Doc Watson - The Definitive Doc Watson (SugarHill Records, 2013)

Quando si parla di musica pura, si parla di Doc Watson e del suo ruolo da “libera tutti”, si parla di un talento totale ed estremo, una “voce” su strumenti come la chitarra acustica e il banjo, che travalica i confini nazionali, e si staglia nel cielo dell’ispirazione più completa. Questo uomo, che ha fatto musica per tutta la vita partendo da una chitarra da dieci dollari, dalle corde come filo spinato, ha spianato la strada per il ruolo dello strumento principe della musica che ci piace. Signore e signori: la chitarra acustica! Fino alla rivoluzione attuata dal nostro, tale strumento era relegato al mero accompagnamento in combo, dove il ruolo di solista era affidato al violino.
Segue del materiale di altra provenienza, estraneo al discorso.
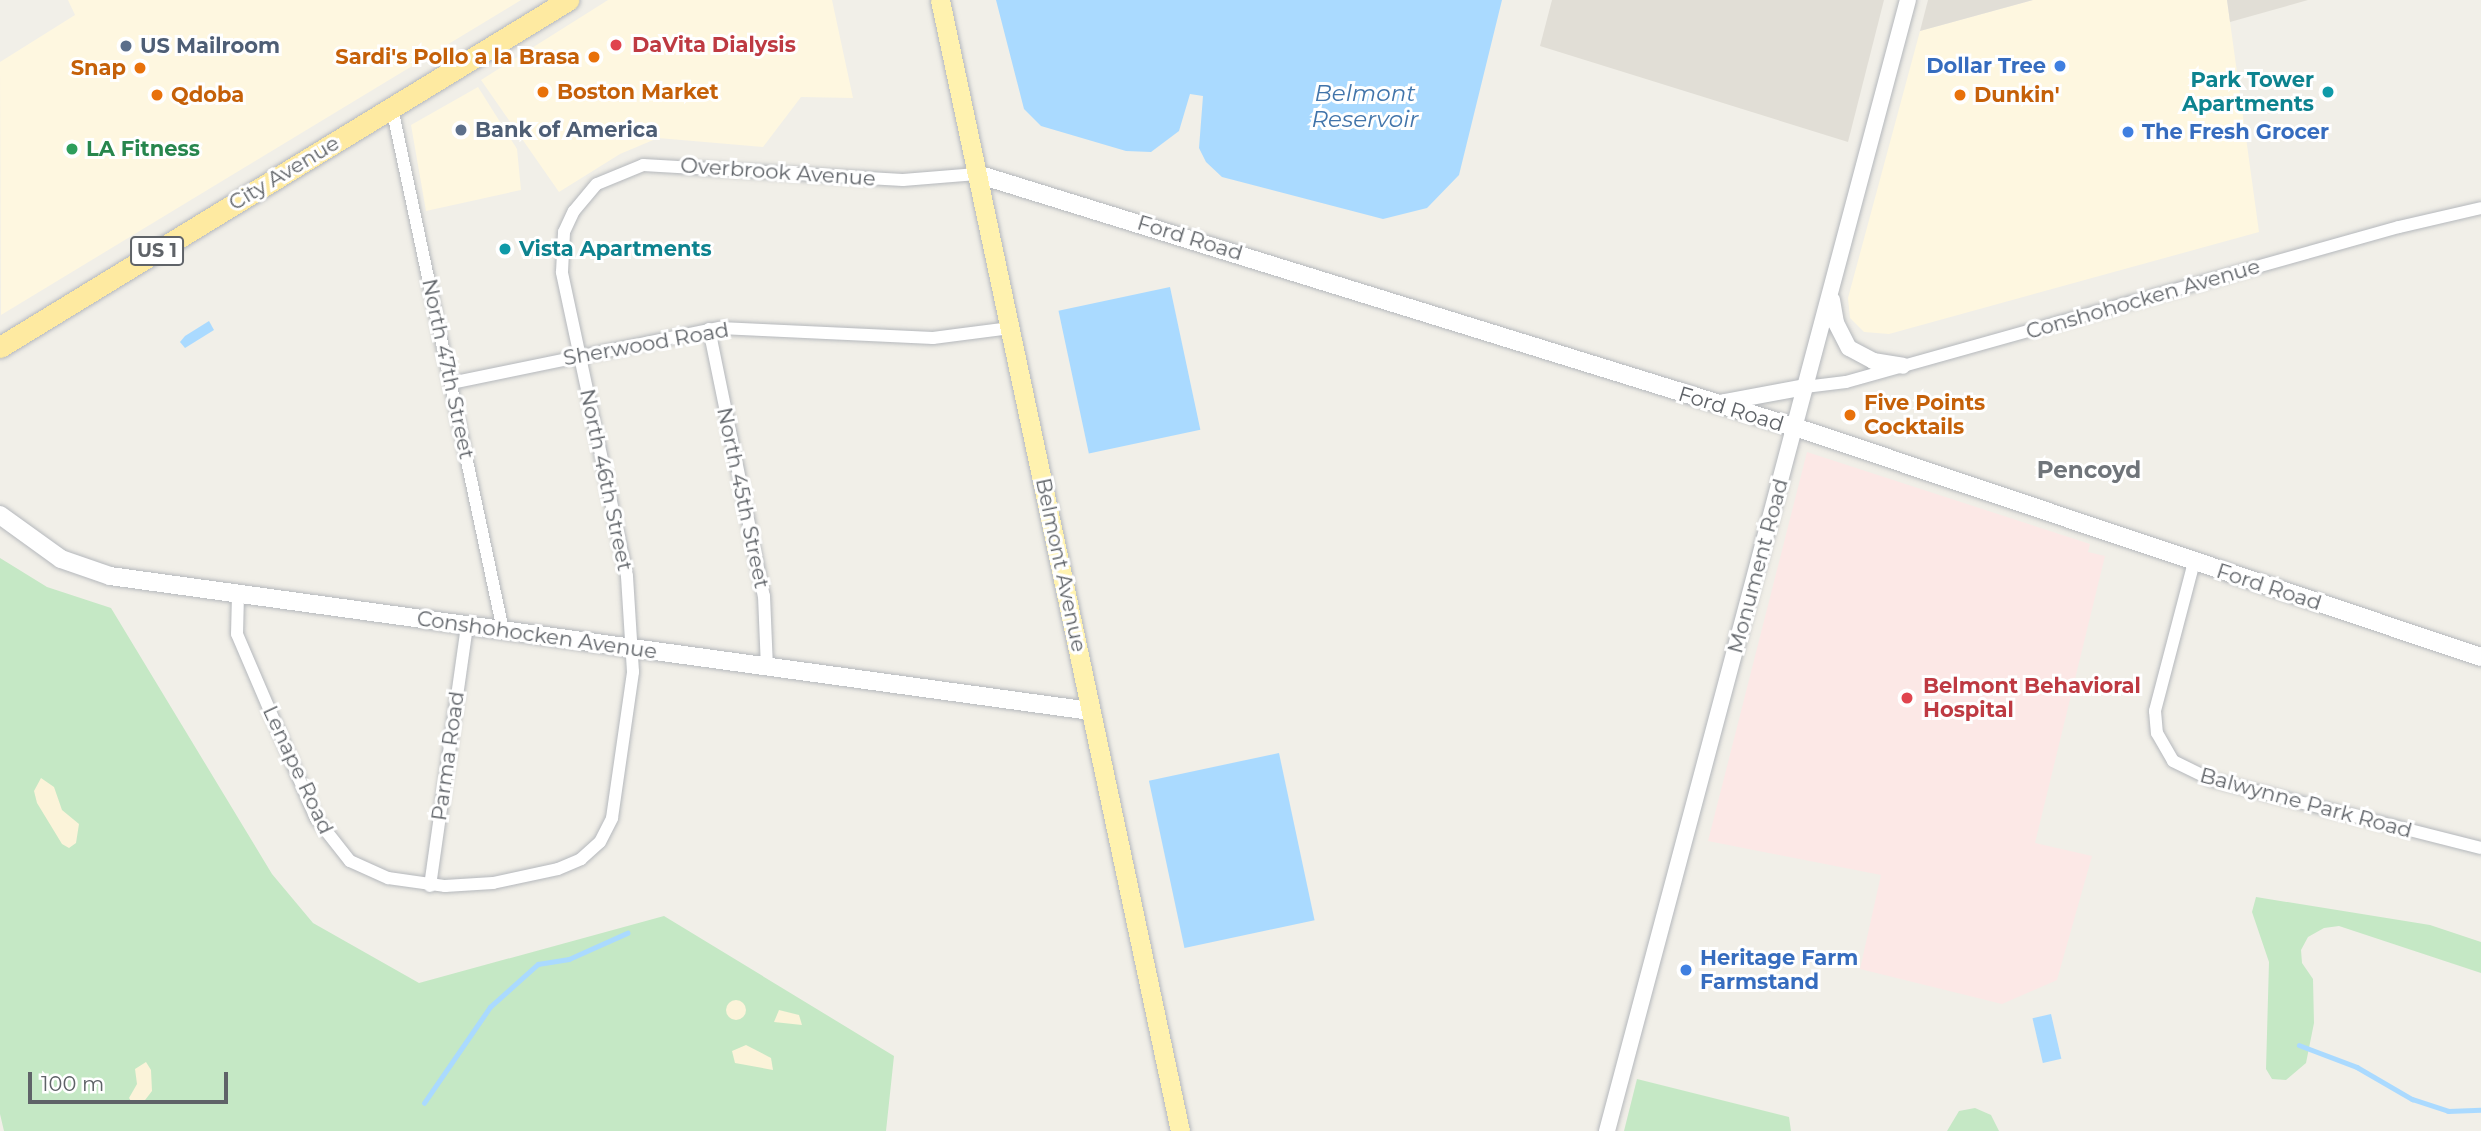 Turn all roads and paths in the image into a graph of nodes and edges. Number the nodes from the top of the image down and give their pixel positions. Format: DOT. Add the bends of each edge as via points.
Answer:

La tecnica autonomamente sviluppata, e l’utilizzo della chitarra, che diventa strumento centrale nel fare musica hanno fatto scuola, così come il suo fingerpicking perfettamente a tempo e dal suono come cristalli di roccia, e il suo flatpicking definito UDUD (up down up down), con i movimenti ritmici alternati sul battere e il levare) sono diventati marchio di fabbrica. L’aspetto da vecchio zio bonario ci ha aiutato a metterci in comunicazione con la sua bella voce, e con le storie raccontate dal suo fare musica. Insieme a lui spesso c’era il figlio Merle ad accompagnarlo, purtroppo mancato nel 1985 per un incidente al ranch. Doc rimase cieco per una infezione agli occhi, e come sempre eventi di questo tipo scatenano una sorta di ipersensibilità verso il fatato mondo della musica. Doc, che annovera tra le sue primarie influenze The Carter Family,Jimmie Rodgers, Uncle Dave Macon, Riley Puckett, The Delmore Brothers, Chet Atkins e Merle Travis, continua la tradizione di dare nomi alle sue chitarre, da Ol Hoss, la “Gallagher”, che potete sentire su “Will The Circle Be Unbroken” della Nitty Gritty Dirt Band (se non avete questo capolavoro attivatevi subito!) a Donald. Il fare musica di Doc è totalmente fuori dal tempo, la sua musica è allo stesso tempo Antico e Nuovo Testamento e non ci si può chiamare musicisti se non ci si nutre di grande musica come questa. Musica, che come ricordavo all’inizio, è pura perché si muove lungo coordinate altre rispetto al music business. Pensate alla saggezza antica e piena di risonanze del lavoro nei campi dei nostri nonni, ben prima e a latere della rivoluzione industriale, c’era gente legata al territorio e alle tradizioni nell’unico modo sano. Una grande collezione di musica.